Quanto al terzo motivo, deve affermarsene la inammissibilità, atteso che il relativo quesito risulta dei tutto generico e astratto, mancando qualsiasi riferimento all’errore di diritto pretesamente commesso dai giudici nel caso concreto esaminato.

Pure il quarto motivo si conclude con quesito non correttamente formulato, oltre che per le ragioni già indicate con riferimento al precedente di cui al n. 3, anche per la sua parziale estraneità alle argomentazioni sviluppate nell’esposizione dei corrispondente motivo di ricorso.

Infine, osserva il Collegio che, con la memoria ai sensi dell’art. 378 c.p.c. la società ricorrente, invoca, in via subordinata, l’applicazione dello ius superveniens, rappresentato dalla L. 4 novembre 2010, n. 183, art. 32, commi 5, 6 e 7 in vigore dal 24 novembre 2010.

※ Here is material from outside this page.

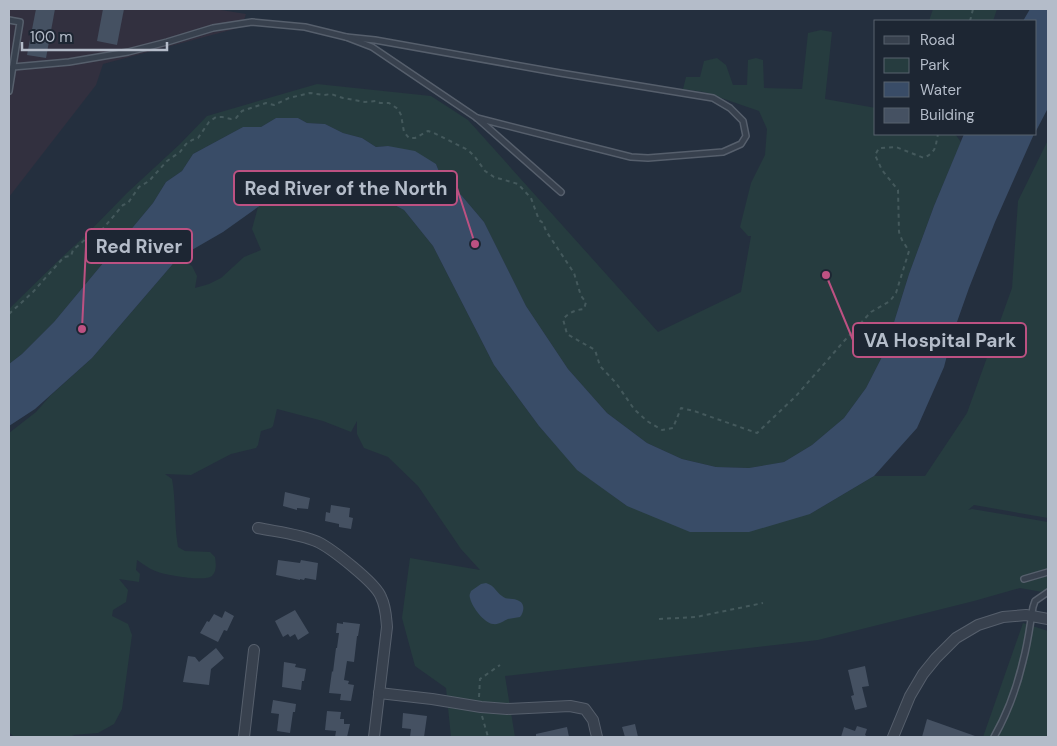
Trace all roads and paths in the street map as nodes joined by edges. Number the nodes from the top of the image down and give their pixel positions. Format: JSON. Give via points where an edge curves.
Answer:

Orbene, a prescindere dalla problematica relativa alla possibilità di ricomprendere tra i giudizi pendenti cui il comma 7 della citata norma applica i precedenti commi 5 e 6 anche il giudizio di cassazione, va premesso, in via di principio, che costituisce condizione necessaria per poter applicare nei giudizio di legittimità lo ius superveniens che abbia introdotto, con efficacia retroattiva, una nuova disciplina del rapporto controverso il fatto che quest’ultima sia in qualche modo pertinente rispetto alle questioni oggetto di censura nel ricorso, in ragione della natura del controllo di legittimità, il cui perimetro è limitato dagli specifici motivi di ricorso (cfr, Cass. 8 maggio 2006 n. 10547, Cass. 27-2-2004 n 4070; Tale condizione non sussiste nella fattispecie.

Conclusivamente, il ricorso deve essere respinto e la soccombenza della società costituisce valido motivo per porre le spese di lite del presente giudizio a carico della stessa.

P.Q.M.

La Corte così provvede:

rigetta il ricorso e condanna la società ricorrente al pagamento delle spese del presente giudizio liquidate in Euro 40,00 per esborsi, Euro 2.500,00 per onorario oltre spese generali IVA e Cpa come per legge.

Così deciso in Roma, il 23 giugno 2011.